* [EXERCISE]:
Take the records below and copy them exactly.

* [RECORDS SHOWN]:
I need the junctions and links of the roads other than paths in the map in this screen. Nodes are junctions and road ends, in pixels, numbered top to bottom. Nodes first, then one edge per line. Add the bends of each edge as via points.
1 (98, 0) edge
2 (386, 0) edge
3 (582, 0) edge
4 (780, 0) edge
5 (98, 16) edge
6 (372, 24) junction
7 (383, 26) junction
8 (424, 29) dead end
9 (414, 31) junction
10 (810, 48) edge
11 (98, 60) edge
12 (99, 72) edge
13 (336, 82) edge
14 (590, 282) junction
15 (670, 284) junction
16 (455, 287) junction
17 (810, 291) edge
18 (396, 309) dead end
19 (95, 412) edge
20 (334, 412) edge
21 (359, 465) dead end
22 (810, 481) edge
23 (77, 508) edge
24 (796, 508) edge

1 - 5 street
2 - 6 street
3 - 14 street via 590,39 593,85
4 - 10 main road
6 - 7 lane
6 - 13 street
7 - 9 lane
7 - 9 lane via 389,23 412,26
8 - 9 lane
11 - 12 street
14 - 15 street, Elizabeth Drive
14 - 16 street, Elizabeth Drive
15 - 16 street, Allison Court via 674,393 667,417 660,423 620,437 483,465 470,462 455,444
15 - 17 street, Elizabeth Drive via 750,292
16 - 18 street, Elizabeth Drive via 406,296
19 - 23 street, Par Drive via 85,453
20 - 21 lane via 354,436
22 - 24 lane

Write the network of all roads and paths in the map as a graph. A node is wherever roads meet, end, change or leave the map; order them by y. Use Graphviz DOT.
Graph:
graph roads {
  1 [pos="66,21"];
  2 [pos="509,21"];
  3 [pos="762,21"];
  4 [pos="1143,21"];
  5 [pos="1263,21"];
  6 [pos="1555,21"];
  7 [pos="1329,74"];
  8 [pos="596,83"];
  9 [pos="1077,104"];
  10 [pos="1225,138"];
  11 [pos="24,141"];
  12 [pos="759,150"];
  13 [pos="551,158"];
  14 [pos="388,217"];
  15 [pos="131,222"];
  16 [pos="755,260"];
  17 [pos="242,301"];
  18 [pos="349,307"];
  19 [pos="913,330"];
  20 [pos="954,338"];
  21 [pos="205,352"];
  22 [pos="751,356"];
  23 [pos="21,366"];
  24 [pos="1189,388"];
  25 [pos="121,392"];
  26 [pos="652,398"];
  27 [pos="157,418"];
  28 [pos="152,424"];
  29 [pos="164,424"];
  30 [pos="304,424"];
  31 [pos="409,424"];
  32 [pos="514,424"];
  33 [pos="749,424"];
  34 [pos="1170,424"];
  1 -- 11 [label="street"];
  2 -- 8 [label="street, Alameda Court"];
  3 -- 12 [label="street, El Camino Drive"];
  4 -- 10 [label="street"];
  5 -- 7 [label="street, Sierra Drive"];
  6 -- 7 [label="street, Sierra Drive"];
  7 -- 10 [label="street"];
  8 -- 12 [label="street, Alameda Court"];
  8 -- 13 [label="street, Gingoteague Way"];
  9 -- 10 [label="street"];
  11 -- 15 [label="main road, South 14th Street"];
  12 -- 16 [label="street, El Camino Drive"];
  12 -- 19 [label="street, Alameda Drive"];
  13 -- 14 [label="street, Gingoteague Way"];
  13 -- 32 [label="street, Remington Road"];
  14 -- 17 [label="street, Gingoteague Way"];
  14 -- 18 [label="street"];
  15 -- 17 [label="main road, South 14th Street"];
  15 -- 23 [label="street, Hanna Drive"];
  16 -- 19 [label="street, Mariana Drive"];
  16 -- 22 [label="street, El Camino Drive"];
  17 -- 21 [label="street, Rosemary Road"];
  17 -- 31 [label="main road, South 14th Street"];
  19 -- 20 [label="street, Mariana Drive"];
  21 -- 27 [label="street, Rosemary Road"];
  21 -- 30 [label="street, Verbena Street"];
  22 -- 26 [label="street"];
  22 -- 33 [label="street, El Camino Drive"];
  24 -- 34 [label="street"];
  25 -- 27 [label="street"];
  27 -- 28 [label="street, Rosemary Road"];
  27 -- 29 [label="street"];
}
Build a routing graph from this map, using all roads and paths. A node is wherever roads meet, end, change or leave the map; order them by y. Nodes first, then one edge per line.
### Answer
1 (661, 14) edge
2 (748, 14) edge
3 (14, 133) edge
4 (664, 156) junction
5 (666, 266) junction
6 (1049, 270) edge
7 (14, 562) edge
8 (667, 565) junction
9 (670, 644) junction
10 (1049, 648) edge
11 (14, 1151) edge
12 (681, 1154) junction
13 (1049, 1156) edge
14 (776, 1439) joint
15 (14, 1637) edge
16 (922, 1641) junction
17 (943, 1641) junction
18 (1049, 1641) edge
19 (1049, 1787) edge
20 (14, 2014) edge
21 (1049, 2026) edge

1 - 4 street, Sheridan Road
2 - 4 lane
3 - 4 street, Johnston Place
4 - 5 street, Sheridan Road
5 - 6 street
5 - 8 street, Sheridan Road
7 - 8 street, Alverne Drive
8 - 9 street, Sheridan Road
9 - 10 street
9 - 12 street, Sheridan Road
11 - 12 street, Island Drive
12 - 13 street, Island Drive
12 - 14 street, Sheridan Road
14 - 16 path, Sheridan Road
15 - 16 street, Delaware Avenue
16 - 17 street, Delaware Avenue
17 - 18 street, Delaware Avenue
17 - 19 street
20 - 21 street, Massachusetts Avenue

* [EXERCISE RESULT]:
I need the junctions and links of the roads other than paths in the map in this screen. Nodes are junctions and road ends, in pixels, numbered top to bottom. Nodes first, then one edge per line. Add the bends of each edge as via points.
1 (98, 0) edge
2 (386, 0) edge
3 (582, 0) edge
4 (780, 0) edge
5 (98, 16) edge
6 (372, 24) junction
7 (383, 26) junction
8 (424, 29) dead end
9 (414, 31) junction
10 (810, 48) edge
11 (98, 60) edge
12 (99, 72) edge
13 (336, 82) edge
14 (590, 282) junction
15 (670, 284) junction
16 (455, 287) junction
17 (810, 291) edge
18 (396, 309) dead end
19 (95, 412) edge
20 (334, 412) edge
21 (359, 465) dead end
22 (810, 481) edge
23 (77, 508) edge
24 (796, 508) edge

1 - 5 street
2 - 6 street
3 - 14 street via 590,39 593,85
4 - 10 main road
6 - 7 lane
6 - 13 street
7 - 9 lane
7 - 9 lane via 389,23 412,26
8 - 9 lane
11 - 12 street
14 - 15 street, Elizabeth Drive
14 - 16 street, Elizabeth Drive
15 - 16 street, Allison Court via 674,393 667,417 660,423 620,437 483,465 470,462 455,444
15 - 17 street, Elizabeth Drive via 750,292
16 - 18 street, Elizabeth Drive via 406,296
19 - 23 street, Par Drive via 85,453
20 - 21 lane via 354,436
22 - 24 lane

Write the network of all roads and paths in the map as a graph. A node is wherever roads meet, end, change or leave the map; order them by y. Use Graphviz DOT.
Graph:
graph roads {
  1 [pos="66,21"];
  2 [pos="509,21"];
  3 [pos="762,21"];
  4 [pos="1143,21"];
  5 [pos="1263,21"];
  6 [pos="1555,21"];
  7 [pos="1329,74"];
  8 [pos="596,83"];
  9 [pos="1077,104"];
  10 [pos="1225,138"];
  11 [pos="24,141"];
  12 [pos="759,150"];
  13 [pos="551,158"];
  14 [pos="388,217"];
  15 [pos="131,222"];
  16 [pos="755,260"];
  17 [pos="242,301"];
  18 [pos="349,307"];
  19 [pos="913,330"];
  20 [pos="954,338"];
  21 [pos="205,352"];
  22 [pos="751,356"];
  23 [pos="21,366"];
  24 [pos="1189,388"];
  25 [pos="121,392"];
  26 [pos="652,398"];
  27 [pos="157,418"];
  28 [pos="152,424"];
  29 [pos="164,424"];
  30 [pos="304,424"];
  31 [pos="409,424"];
  32 [pos="514,424"];
  33 [pos="749,424"];
  34 [pos="1170,424"];
  1 -- 11 [label="street"];
  2 -- 8 [label="street, Alameda Court"];
  3 -- 12 [label="street, El Camino Drive"];
  4 -- 10 [label="street"];
  5 -- 7 [label="street, Sierra Drive"];
  6 -- 7 [label="street, Sierra Drive"];
  7 -- 10 [label="street"];
  8 -- 12 [label="street, Alameda Court"];
  8 -- 13 [label="street, Gingoteague Way"];
  9 -- 10 [label="street"];
  11 -- 15 [label="main road, South 14th Street"];
  12 -- 16 [label="street, El Camino Drive"];
  12 -- 19 [label="street, Alameda Drive"];
  13 -- 14 [label="street, Gingoteague Way"];
  13 -- 32 [label="street, Remington Road"];
  14 -- 17 [label="street, Gingoteague Way"];
  14 -- 18 [label="street"];
  15 -- 17 [label="main road, South 14th Street"];
  15 -- 23 [label="street, Hanna Drive"];
  16 -- 19 [label="street, Mariana Drive"];
  16 -- 22 [label="street, El Camino Drive"];
  17 -- 21 [label="street, Rosemary Road"];
  17 -- 31 [label="main road, South 14th Street"];
  19 -- 20 [label="street, Mariana Drive"];
  21 -- 27 [label="street, Rosemary Road"];
  21 -- 30 [label="street, Verbena Street"];
  22 -- 26 [label="street"];
  22 -- 33 [label="street, El Camino Drive"];
  24 -- 34 [label="street"];
  25 -- 27 [label="street"];
  27 -- 28 [label="street, Rosemary Road"];
  27 -- 29 [label="street"];
}
Build a routing graph from this map, using all roads and paths. A node is wherever roads meet, end, change or leave the map; order them by y. Nodes first, then one edge per line.
### Answer
1 (661, 14) edge
2 (748, 14) edge
3 (14, 133) edge
4 (664, 156) junction
5 (666, 266) junction
6 (1049, 270) edge
7 (14, 562) edge
8 (667, 565) junction
9 (670, 644) junction
10 (1049, 648) edge
11 (14, 1151) edge
12 (681, 1154) junction
13 (1049, 1156) edge
14 (776, 1439) joint
15 (14, 1637) edge
16 (922, 1641) junction
17 (943, 1641) junction
18 (1049, 1641) edge
19 (1049, 1787) edge
20 (14, 2014) edge
21 (1049, 2026) edge

1 - 4 street, Sheridan Road
2 - 4 lane
3 - 4 street, Johnston Place
4 - 5 street, Sheridan Road
5 - 6 street
5 - 8 street, Sheridan Road
7 - 8 street, Alverne Drive
8 - 9 street, Sheridan Road
9 - 10 street
9 - 12 street, Sheridan Road
11 - 12 street, Island Drive
12 - 13 street, Island Drive
12 - 14 street, Sheridan Road
14 - 16 path, Sheridan Road
15 - 16 street, Delaware Avenue
16 - 17 street, Delaware Avenue
17 - 18 street, Delaware Avenue
17 - 19 street
20 - 21 street, Massachusetts Avenue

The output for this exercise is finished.